The government set a series of targets to reduce health inequalities in England by 2010. Primary care has an important role in reducing health inequalities. The aim of the study was to assess the impact of general practice on reducing area-based health inequalities. Analysis of differences in achievement on clinical indicators between practices in Spearhead and non-Spearhead Primary Care Trusts (PCTs) using data from the Quality and Outcomes Framework (QOF) for 2004/05 and 2005/06, practice characteristics and Spearhead status of PCTs. The study used data on 8339 primary care practices in England. Unweighted mean reported achievement on subset of 26 clinical indicators was calculated. The study analysed differences in achievement by Spearhead status and deprivation in both years and the change between years.

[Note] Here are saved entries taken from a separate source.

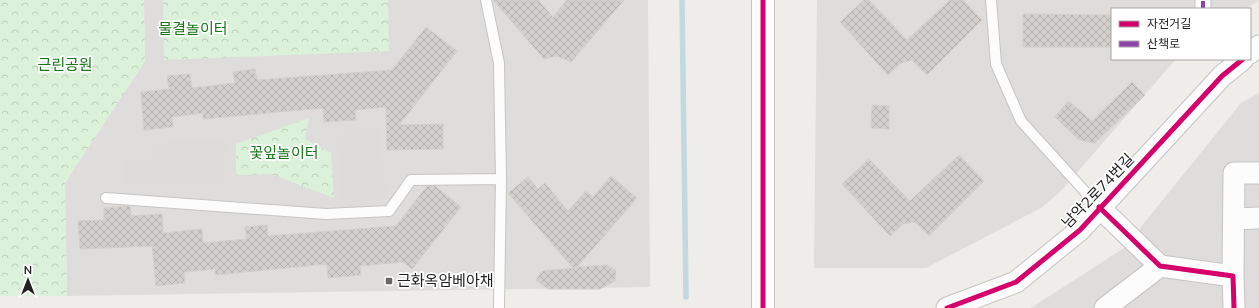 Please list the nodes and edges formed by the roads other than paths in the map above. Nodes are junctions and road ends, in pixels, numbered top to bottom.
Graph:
1 (486, 0) edge
2 (763, 0) edge
3 (991, 0) edge
4 (1259, 46) edge
5 (1251, 52) edge
6 (1242, 60) edge
7 (1259, 173) edge
8 (501, 179) junction
9 (106, 198) dead end
10 (1099, 207) junction
11 (1234, 218) junction
12 (1259, 218) edge
13 (1160, 266) junction
14 (1233, 276) junction
15 (499, 308) edge
16 (764, 308) edge
17 (947, 308) edge
18 (1105, 308) edge
19 (1234, 308) edge

1 - 8 lane
2 - 16 street
3 - 10 lane
4 - 5 street
6 - 10 street, 남악2로74번길
7 - 11 street
8 - 9 lane
8 - 15 lane
10 - 13 street
10 - 17 street, 남악2로74번길
11 - 12 street
11 - 14 street
13 - 14 street
13 - 18 street
14 - 19 street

Multiple regression analysis of relationship between Spearhead status, income deprivation, reported achievement and other factors also were carried out. Practices in Spearhead PCTs performed worse than practices in non-Spearhead PCTs in both years but showed greater improvement. Among the most deprived practices, there were no differences in QOF achievement between Spearhead and non-Spearhead PCTs. Previous year's achievement was the strongest predictor of performance. The narrowing in performance between practices in Spearhead and non-Spearhead PCTs may have indirectly contributed to a reduction in area-based health inequalities but the differences are small. The lack of difference between the most deprived practices in Spearhead and non-Spearhead PCTs suggest that area-based initiatives to tackle inequalities have not yet had an observable impact on deprived practices. Unobserved factors explain most of the variation in achievement.